Start of Data provided
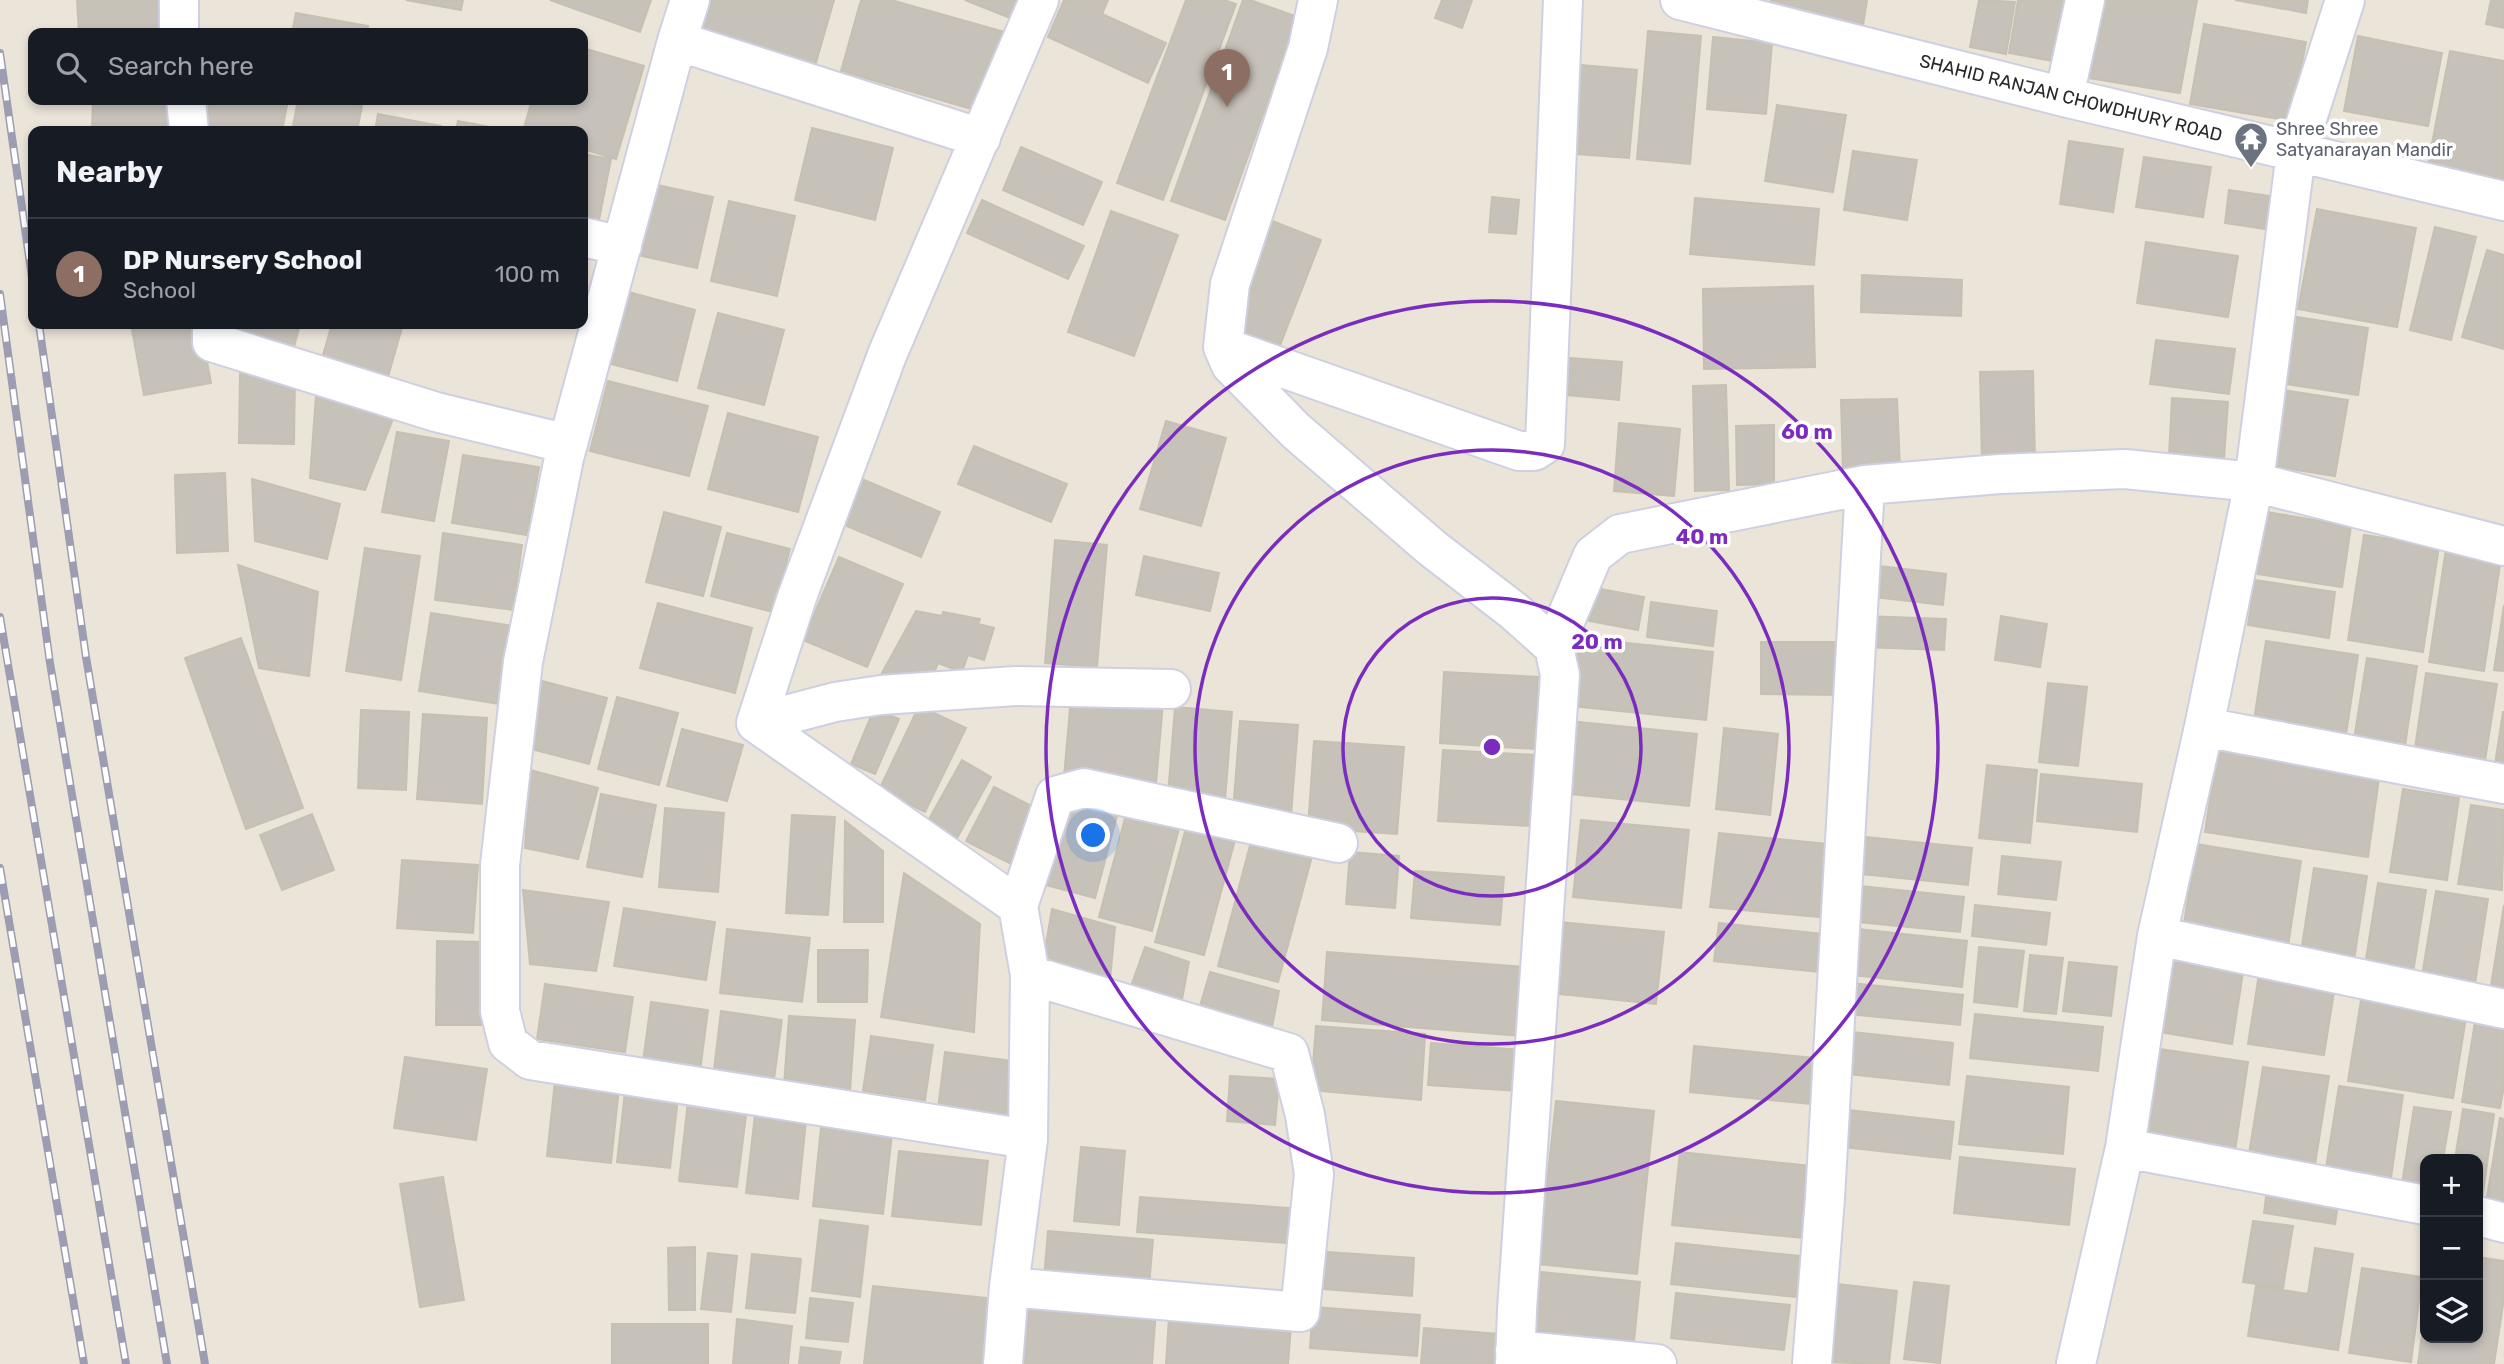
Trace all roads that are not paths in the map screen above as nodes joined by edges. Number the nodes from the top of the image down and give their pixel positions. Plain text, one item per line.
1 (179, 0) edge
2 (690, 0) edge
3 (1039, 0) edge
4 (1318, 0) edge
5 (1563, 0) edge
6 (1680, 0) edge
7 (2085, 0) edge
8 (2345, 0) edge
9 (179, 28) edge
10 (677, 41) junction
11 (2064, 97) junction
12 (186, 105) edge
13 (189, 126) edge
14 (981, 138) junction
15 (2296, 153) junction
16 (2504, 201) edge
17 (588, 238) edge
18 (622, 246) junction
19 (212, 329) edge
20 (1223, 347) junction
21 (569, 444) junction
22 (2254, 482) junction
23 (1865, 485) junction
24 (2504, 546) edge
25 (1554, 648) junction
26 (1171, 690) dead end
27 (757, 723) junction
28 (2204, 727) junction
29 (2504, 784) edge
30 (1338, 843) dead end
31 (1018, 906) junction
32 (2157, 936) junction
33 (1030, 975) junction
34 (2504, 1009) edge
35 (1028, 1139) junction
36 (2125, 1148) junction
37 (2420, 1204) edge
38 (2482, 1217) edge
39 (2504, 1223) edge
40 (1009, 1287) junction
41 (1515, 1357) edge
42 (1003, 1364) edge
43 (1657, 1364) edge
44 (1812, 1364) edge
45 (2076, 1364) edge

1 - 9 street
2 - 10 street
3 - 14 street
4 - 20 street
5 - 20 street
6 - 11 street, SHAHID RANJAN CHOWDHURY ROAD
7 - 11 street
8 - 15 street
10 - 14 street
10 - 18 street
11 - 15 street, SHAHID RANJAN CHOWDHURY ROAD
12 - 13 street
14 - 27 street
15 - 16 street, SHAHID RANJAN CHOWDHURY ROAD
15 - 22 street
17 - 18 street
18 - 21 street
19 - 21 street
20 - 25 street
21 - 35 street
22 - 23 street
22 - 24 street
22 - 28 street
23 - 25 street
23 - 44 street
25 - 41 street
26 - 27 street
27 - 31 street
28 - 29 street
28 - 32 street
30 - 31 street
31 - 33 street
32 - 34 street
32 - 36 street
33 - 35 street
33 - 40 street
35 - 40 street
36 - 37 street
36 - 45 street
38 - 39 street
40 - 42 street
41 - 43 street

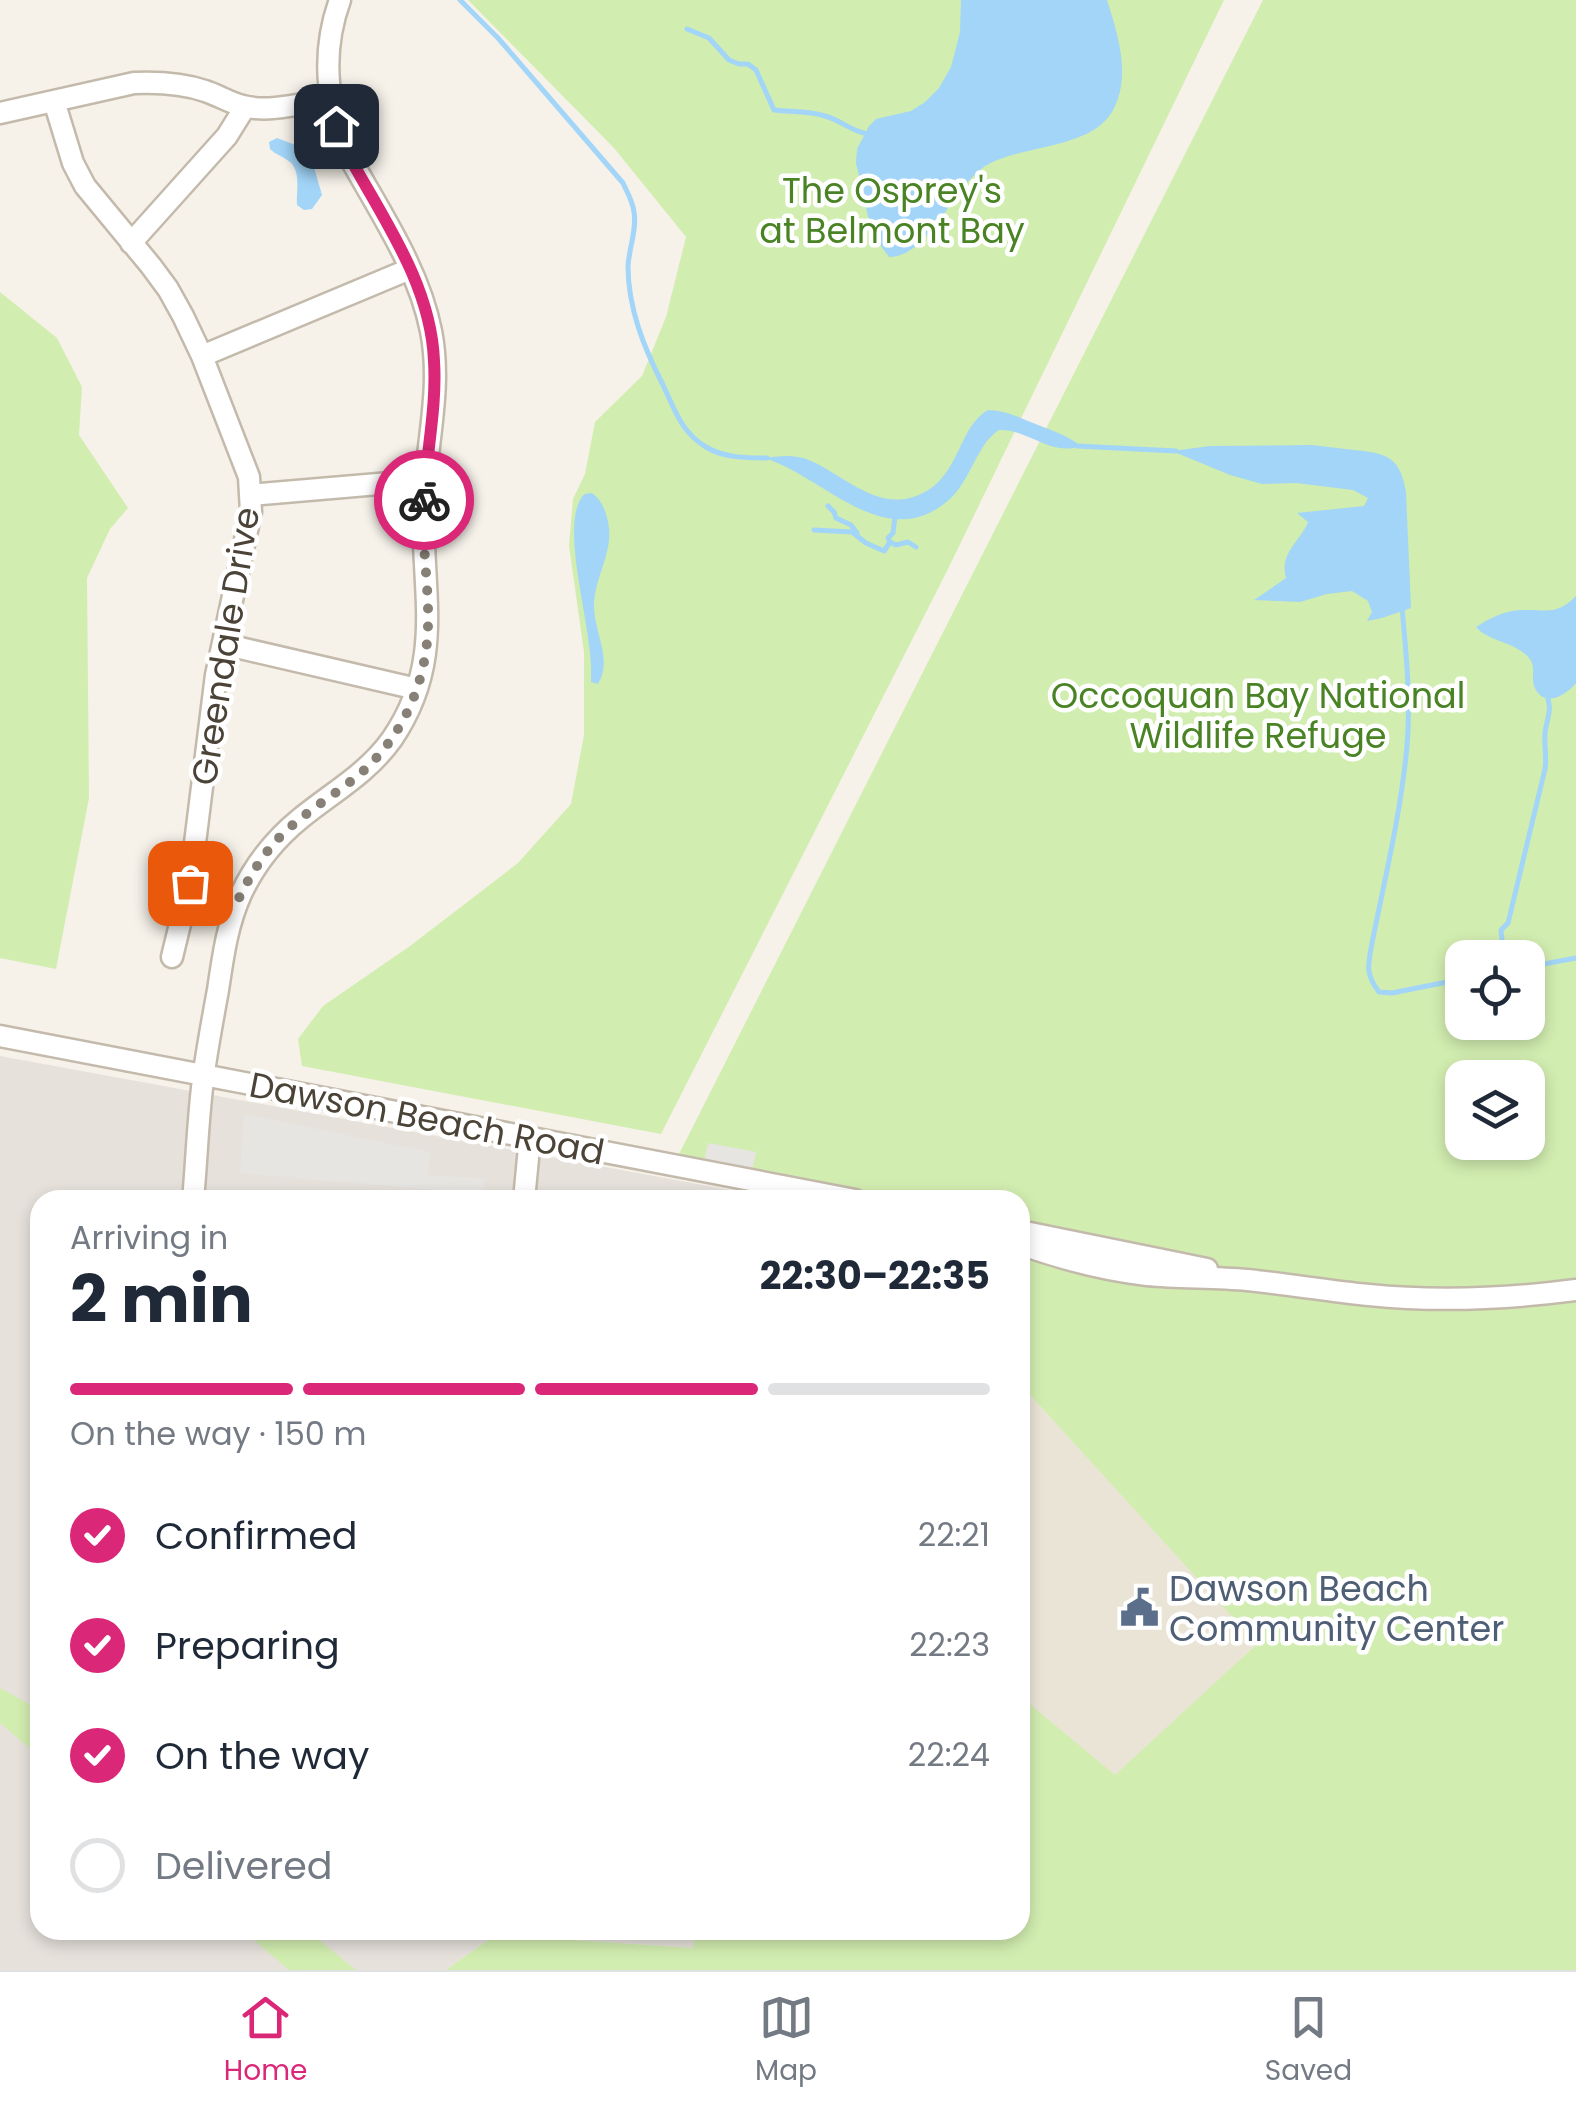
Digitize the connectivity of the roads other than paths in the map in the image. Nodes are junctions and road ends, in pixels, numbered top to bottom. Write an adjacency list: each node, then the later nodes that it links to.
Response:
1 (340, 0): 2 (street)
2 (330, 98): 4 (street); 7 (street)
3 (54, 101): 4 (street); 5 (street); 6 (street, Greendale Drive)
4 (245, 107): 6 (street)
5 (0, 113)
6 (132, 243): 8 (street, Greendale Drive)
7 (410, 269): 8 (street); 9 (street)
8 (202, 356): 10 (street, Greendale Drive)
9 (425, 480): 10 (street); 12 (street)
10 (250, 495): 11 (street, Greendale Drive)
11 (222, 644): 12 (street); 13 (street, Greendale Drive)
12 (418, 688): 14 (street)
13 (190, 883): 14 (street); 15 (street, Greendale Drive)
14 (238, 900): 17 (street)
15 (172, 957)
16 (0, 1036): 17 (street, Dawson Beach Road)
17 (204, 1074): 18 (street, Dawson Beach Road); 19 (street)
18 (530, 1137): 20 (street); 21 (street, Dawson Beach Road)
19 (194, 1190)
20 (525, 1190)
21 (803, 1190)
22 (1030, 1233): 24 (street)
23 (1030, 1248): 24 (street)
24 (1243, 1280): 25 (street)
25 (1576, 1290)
End of Data provided
Set down the entries exactly as they appear, with every picture left out.

#### Result below
Trace all roads that are not paths in the map screen above as nodes joined by edges. Number the nodes from the top of the image down and give their pixel positions. Plain text, one item per line.
1 (179, 0) edge
2 (690, 0) edge
3 (1039, 0) edge
4 (1318, 0) edge
5 (1563, 0) edge
6 (1680, 0) edge
7 (2085, 0) edge
8 (2345, 0) edge
9 (179, 28) edge
10 (677, 41) junction
11 (2064, 97) junction
12 (186, 105) edge
13 (189, 126) edge
14 (981, 138) junction
15 (2296, 153) junction
16 (2504, 201) edge
17 (588, 238) edge
18 (622, 246) junction
19 (212, 329) edge
20 (1223, 347) junction
21 (569, 444) junction
22 (2254, 482) junction
23 (1865, 485) junction
24 (2504, 546) edge
25 (1554, 648) junction
26 (1171, 690) dead end
27 (757, 723) junction
28 (2204, 727) junction
29 (2504, 784) edge
30 (1338, 843) dead end
31 (1018, 906) junction
32 (2157, 936) junction
33 (1030, 975) junction
34 (2504, 1009) edge
35 (1028, 1139) junction
36 (2125, 1148) junction
37 (2420, 1204) edge
38 (2482, 1217) edge
39 (2504, 1223) edge
40 (1009, 1287) junction
41 (1515, 1357) edge
42 (1003, 1364) edge
43 (1657, 1364) edge
44 (1812, 1364) edge
45 (2076, 1364) edge

1 - 9 street
2 - 10 street
3 - 14 street
4 - 20 street
5 - 20 street
6 - 11 street, SHAHID RANJAN CHOWDHURY ROAD
7 - 11 street
8 - 15 street
10 - 14 street
10 - 18 street
11 - 15 street, SHAHID RANJAN CHOWDHURY ROAD
12 - 13 street
14 - 27 street
15 - 16 street, SHAHID RANJAN CHOWDHURY ROAD
15 - 22 street
17 - 18 street
18 - 21 street
19 - 21 street
20 - 25 street
21 - 35 street
22 - 23 street
22 - 24 street
22 - 28 street
23 - 25 street
23 - 44 street
25 - 41 street
26 - 27 street
27 - 31 street
28 - 29 street
28 - 32 street
30 - 31 street
31 - 33 street
32 - 34 street
32 - 36 street
33 - 35 street
33 - 40 street
35 - 40 street
36 - 37 street
36 - 45 street
38 - 39 street
40 - 42 street
41 - 43 street

Digitize the connectivity of the roads other than paths in the map in the image. Nodes are junctions and road ends, in pixels, numbered top to bottom. Write an adjacency list: each node, then the later nodes that it links to.
Response:
1 (340, 0): 2 (street)
2 (330, 98): 4 (street); 7 (street)
3 (54, 101): 4 (street); 5 (street); 6 (street, Greendale Drive)
4 (245, 107): 6 (street)
5 (0, 113)
6 (132, 243): 8 (street, Greendale Drive)
7 (410, 269): 8 (street); 9 (street)
8 (202, 356): 10 (street, Greendale Drive)
9 (425, 480): 10 (street); 12 (street)
10 (250, 495): 11 (street, Greendale Drive)
11 (222, 644): 12 (street); 13 (street, Greendale Drive)
12 (418, 688): 14 (street)
13 (190, 883): 14 (street); 15 (street, Greendale Drive)
14 (238, 900): 17 (street)
15 (172, 957)
16 (0, 1036): 17 (street, Dawson Beach Road)
17 (204, 1074): 18 (street, Dawson Beach Road); 19 (street)
18 (530, 1137): 20 (street); 21 (street, Dawson Beach Road)
19 (194, 1190)
20 (525, 1190)
21 (803, 1190)
22 (1030, 1233): 24 (street)
23 (1030, 1248): 24 (street)
24 (1243, 1280): 25 (street)
25 (1576, 1290)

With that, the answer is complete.